Posts Tagged ‘American history

Writing with scissors…

 

Over at the New York Review of Books, Christopher Benfey has a fascinating– and illuminating– review of Ellen Gruber Garvey’s Writing with Scissors: American Scrapbooks from the Civil War to the Harlem Renaissance, in which the author makes the case that scrapbooks—which everyone seems to have kept during the nineteenth century—“are the direct ancestors of our digital information management.”
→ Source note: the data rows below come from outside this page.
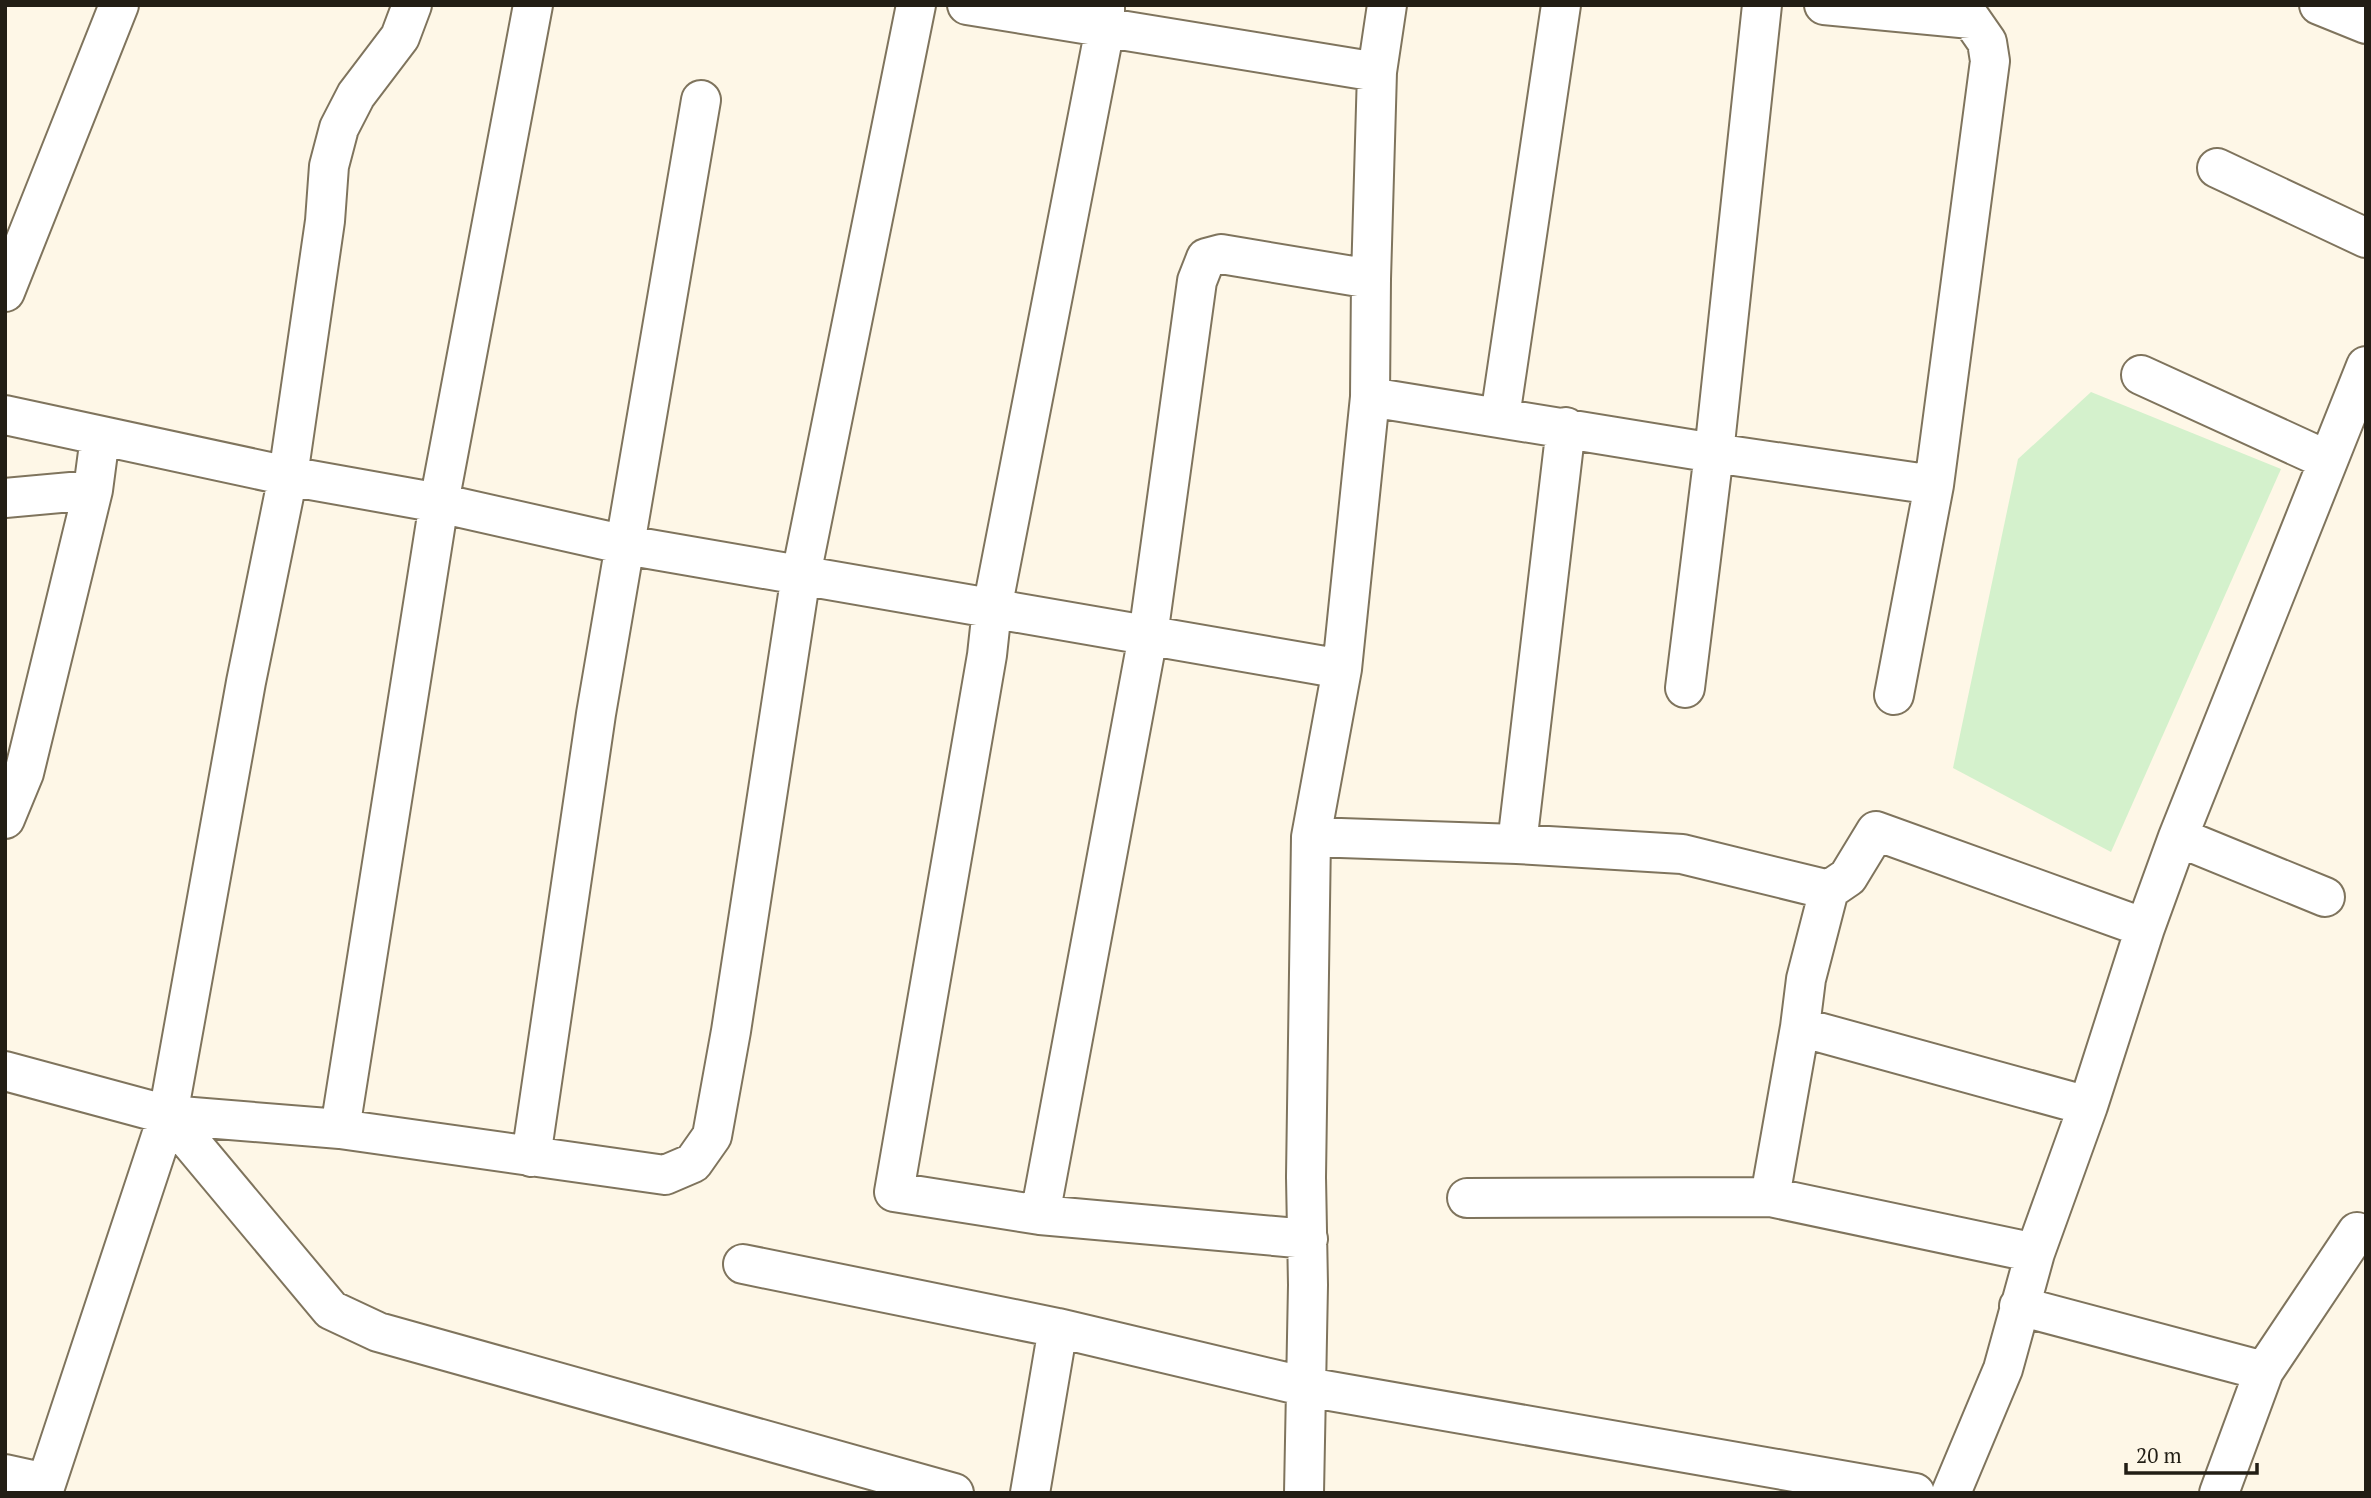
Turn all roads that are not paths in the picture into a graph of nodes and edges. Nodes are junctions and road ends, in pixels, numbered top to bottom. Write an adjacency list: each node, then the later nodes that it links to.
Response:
1 (119, 5): 19 (street)
2 (412, 5): 29 (street)
3 (534, 5): 33 (street)
4 (916, 5): 35 (street)
5 (967, 5): 12 (street)
6 (1387, 5): 14 (street)
7 (1561, 5): 24 (street)
8 (1762, 5): 27 (street)
9 (1825, 5): 11 (street)
10 (2319, 5): 13 (street)
11 (1873, 8): 30 (street)
12 (1105, 17): 14 (street); 36 (street)
13 (2366, 24)
14 (1377, 72): 18 (street)
15 (701, 100): 34 (street)
16 (2217, 168): 17 (street)
17 (2366, 238)
18 (1371, 279): 22 (street); 37 (street)
19 (5, 292)
20 (2366, 366): 28 (street)
21 (2141, 375): 28 (street)
22 (1370, 397): 24 (street); 38 (street)
23 (5, 415): 26 (street)
24 (1500, 417): 25 (street)
25 (1566, 427): 27 (street); 44 (street)
26 (100, 437): 29 (street); 31 (street)
27 (1714, 453): 30 (street); 39 (street)
28 (2327, 460): 43 (street)
29 (288, 476): 33 (street); 51 (street)
30 (1934, 485): 40 (street)
31 (93, 490): 32 (street); 41 (street)
32 (5, 498)
33 (439, 503): 34 (street); 52 (street)
34 (626, 545): 35 (street); 53 (street)
35 (801, 575): 36 (street); 53 (street)
36 (992, 609): 37 (street); 56 (street)
37 (1147, 636): 38 (street); 56 (street)
38 (1342, 669): 42 (street)
39 (1685, 688)
40 (1894, 695)
41 (5, 819)
42 (1311, 837): 44 (street); 58 (street)
43 (2178, 837): 46 (street); 47 (street)
44 (1517, 844): 45 (street)
45 (1829, 890): 47 (street); 48 (street)
46 (2325, 897)
47 (2146, 928): 50 (street)
48 (1800, 1027): 50 (street); 54 (street)
49 (5, 1071): 51 (street)
50 (2088, 1106): 59 (street)
51 (168, 1115): 52 (street); 66 (street); 67 (street)
52 (340, 1129): 53 (street)
53 (531, 1157)
54 (1770, 1196): 55 (street); 59 (street)
55 (1466, 1198)
56 (1040, 1215): 58 (street)
57 (2357, 1232): 63 (street)
58 (1308, 1239): 64 (street)
59 (2035, 1252): 61 (street)
60 (743, 1264): 62 (street)
61 (2019, 1306): 63 (street); 71 (street)
62 (1058, 1328): 64 (street); 68 (street)
63 (2264, 1371): 72 (street)
64 (1307, 1387): 69 (street); 70 (street)
65 (5, 1474): 66 (street)
66 (45, 1488)
67 (954, 1493)
68 (1030, 1493)
69 (1304, 1493)
70 (1915, 1493)
71 (1951, 1493)
72 (2219, 1493)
There are examples of politically-focused compendia (Garvey’s primary interest), but also wonderful tastes of more artistic applications:  Emily Dickinson, Walt Whitman… and Mark Twain:

Mark Twain was perhaps the king of American scrapbook culture. According to the OED, he was the first writer to use “scrapbook” as a verb, writing in 1881 about the origins of his book A Tramp Abroad, “I scrap-booked these reports during several months.” Prolific in inventing ways to lose money, especially in his attempts to predict how books would be published in the future (not, he found to his chagrin, with type fashioned from clay), Twain successfully marketed his own patented design for a more efficient scrapbook, outfitted with no-muss adhesive pages and an index awaiting entries. Twain’s scrapbook can be seen as the ancestor of the lavish “Keeping Memories Alive” scrapbook industry today, with its glitter and fluff and hobby stores…

Twain’s loose and baggy non-fiction books Roughing It, The Innocents Abroad, and A Tramp Abroad were assembled from his own carefully maintained travel scrapbooks, and retain some of the pleasingly serendipitous and fragmented feel of life on the road.

Still, as Twain’s buddy William Dean Howells noted, “anyone may compose a scrapbook, and offer it to the public with nothing like Mark Twain’s good-fortune. Everything seems to depend upon the nature of the scraps, after all.”

Readers can find the whole story (before they hop over to Pinterest) at “Scrapbook Nation.”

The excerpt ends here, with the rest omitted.